18 Luglio 2005
Prezzi: e ora le pesche sono in vendita a 0,30 euro al chilo. Così si disorienta il consumatore e si penalizza il produttore
Sul fronte dei prezzi c'è sempre più disorientamento per i consumatori e danno per i produttori agricoli. Un giorno si praticano, al dettaglio, listini da capogiro, un altro, praticamente, si svende il prodotto. E' il caso di un' iniziativa promozionale di una importante catena della grande distribuzione organizzata che pone questa settimana in vendita pesche gialle nei calibri centrali, all'incredibile prezzo di 0,30 euro al chilo.
A segnalarlo, con una certa sorpresa, è la Cia-Confederazione italiana dell'Emilia-Romagna per la quale un'iniziativa del genere risponde certamente agli appelli del mondo agricolo tesi a favorire un incremento dei consumi di frutta e verdura, così pericolosamente stagnanti, sottolineando, però, che c'è l'impressione che a questo pregevole obiettivo si contrapponga un tale disorientamento nel consumatore, tale da inficiare un approccio corretto e duraturo con il bancone dell'ortofrutta.
"Il giusto prezzo finale legato al valore qualitativo e nutrizionale, la trasparenza nella costruzione del prezzo, che veda una soddisfazione di tutti gli attori della filiera, il valore sociale della sperimentazione nei momenti di forte crisi, di filiere a prezzo contrattato con il supporto promozionale pubblico, sono -ha affermato il presidente della Cia dell'Emilia-Romagna Nazario Battelli- gli aspetti strategici per difendere e valorizzare l'ortofrutta italiana ed il suo sistema produttivo in questo momento così complesso, alla mercè della globalizzazione, della recessione economica e della scarsa competitività del Paese".

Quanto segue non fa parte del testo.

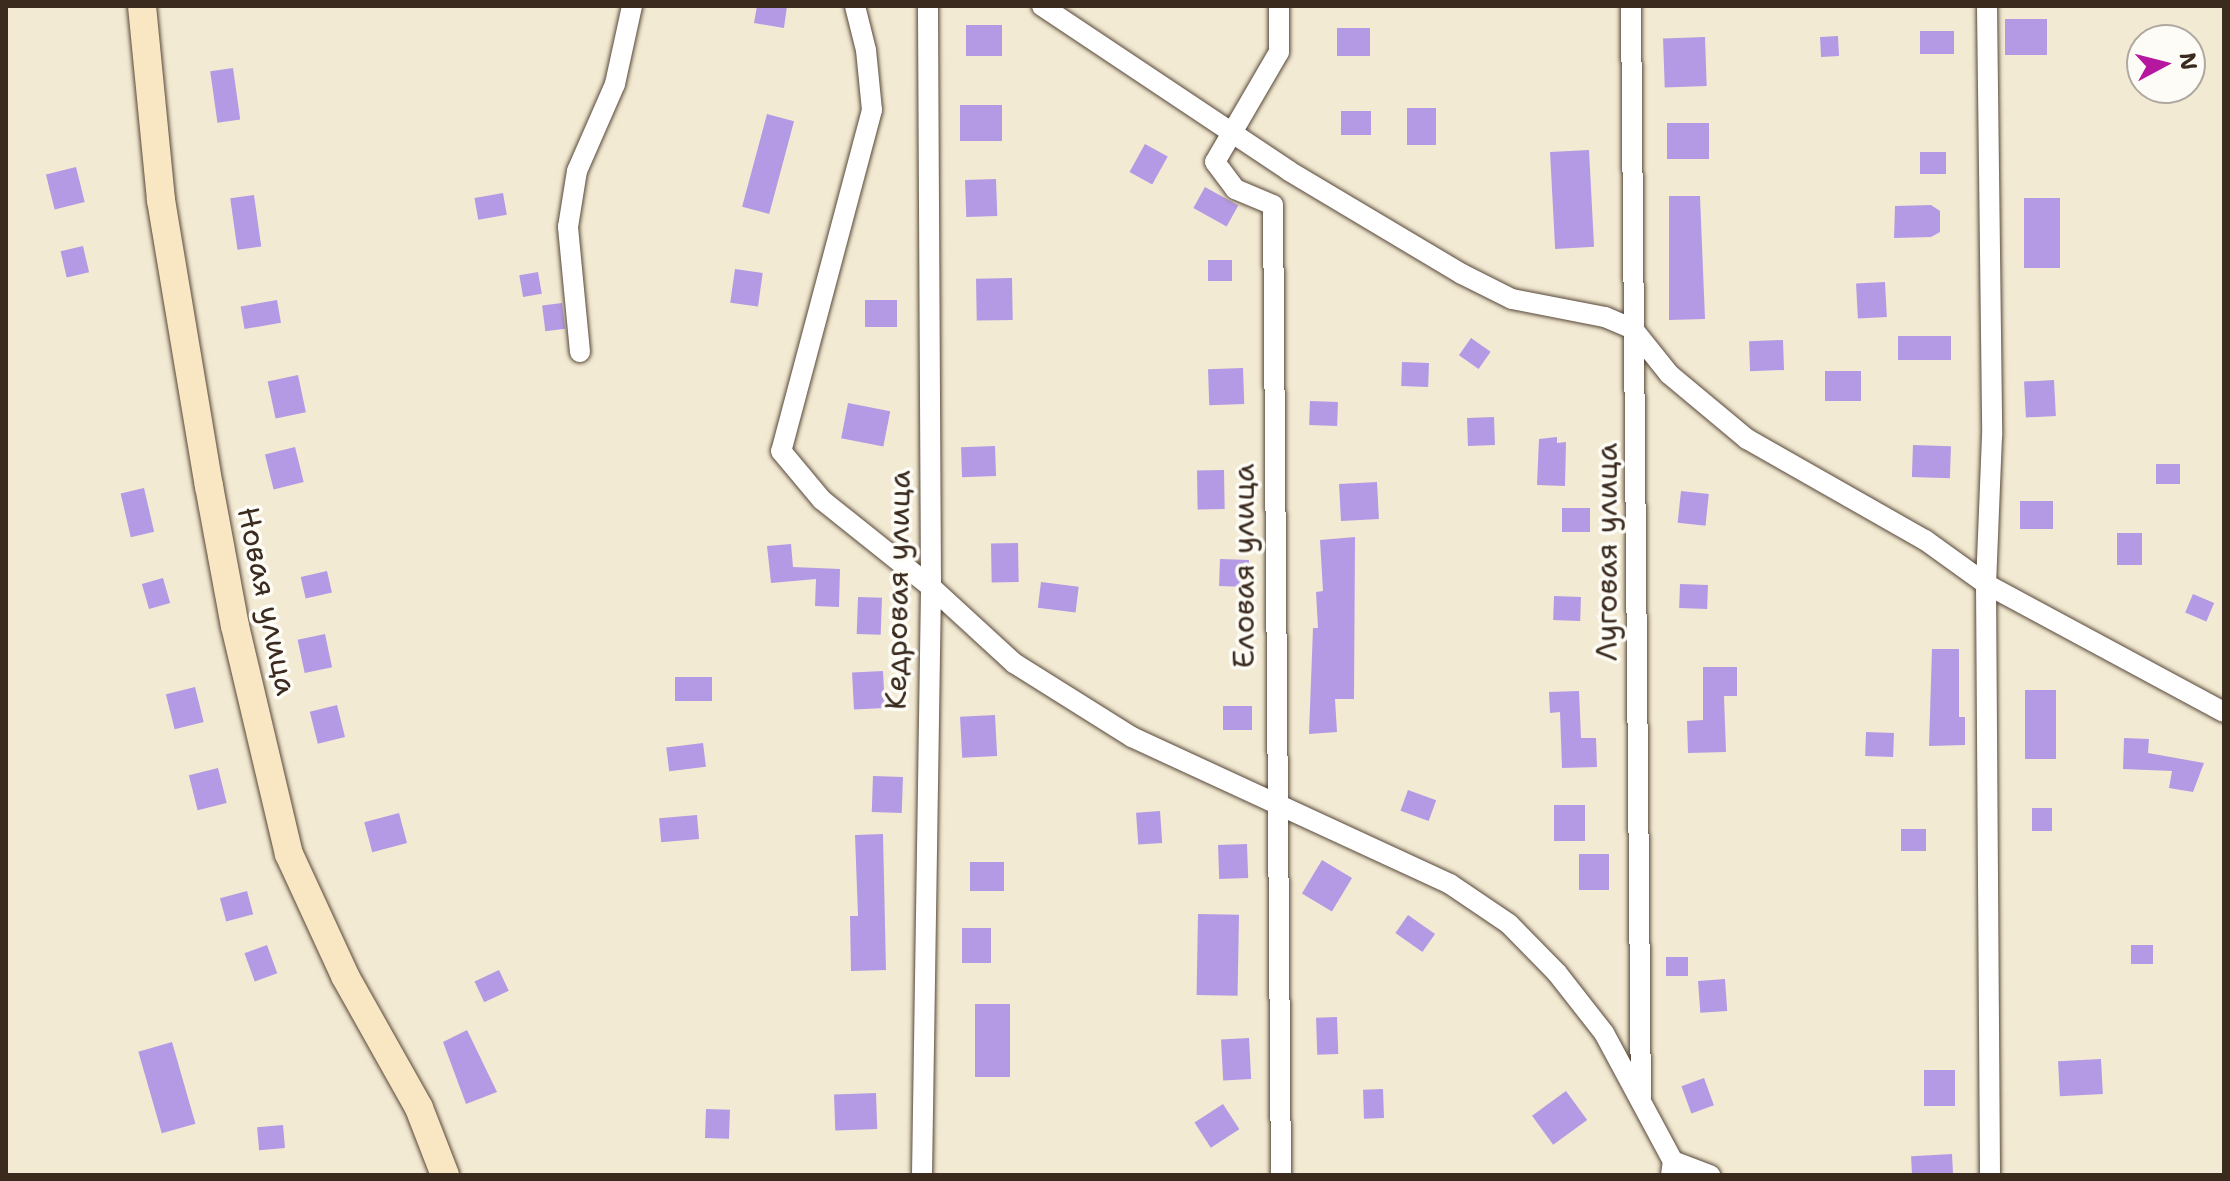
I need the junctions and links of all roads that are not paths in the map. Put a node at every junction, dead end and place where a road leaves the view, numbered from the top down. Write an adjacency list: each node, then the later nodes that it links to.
1 (142, 6): 20 (street, Новая улица)
2 (632, 6): 13 (street)
3 (855, 6): 15 (street)
4 (928, 6): 15 (street, Кедровая улица)
5 (1042, 6): 9 (street)
6 (1279, 6): 9 (street)
7 (1631, 6): 12 (street, Луговая улица)
8 (1987, 6): 14 (street)
9 (1229, 132): 10 (street); 11 (street)
10 (1289, 171): 11 (street); 12 (street)
11 (1273, 205): 17 (street, Еловая улица)
12 (1633, 329): 14 (street); 18 (street, Луговая улица)
13 (580, 352)
14 (1986, 584): 16 (street); 24 (street)
15 (931, 587): 17 (street); 21 (street, Кедровая улица)
16 (2224, 712)
17 (1274, 802): 18 (street); 22 (street, Еловая улица)
18 (1641, 1099): 19 (street)
19 (1672, 1168): 23 (street)
20 (445, 1175)
21 (922, 1175)
22 (1281, 1175)
23 (1710, 1175)
24 (1990, 1175)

"Se questi aspetti vengono posti in secondo ordine -ha aggiunto Battelli- si può correre il rischio di comunicare la possibilità di acquisto di un prodotto di qualità alla metà del suo mero costo di produzione, allontanando il consumatore dai concetti di origine e stagionalità così importanti per una sana educazione alimentare e per una corretta promozione al consumo. Nello stesso tempo si continua a penalizzare il produttore che vede ridurre sempre di più il proprio reddito".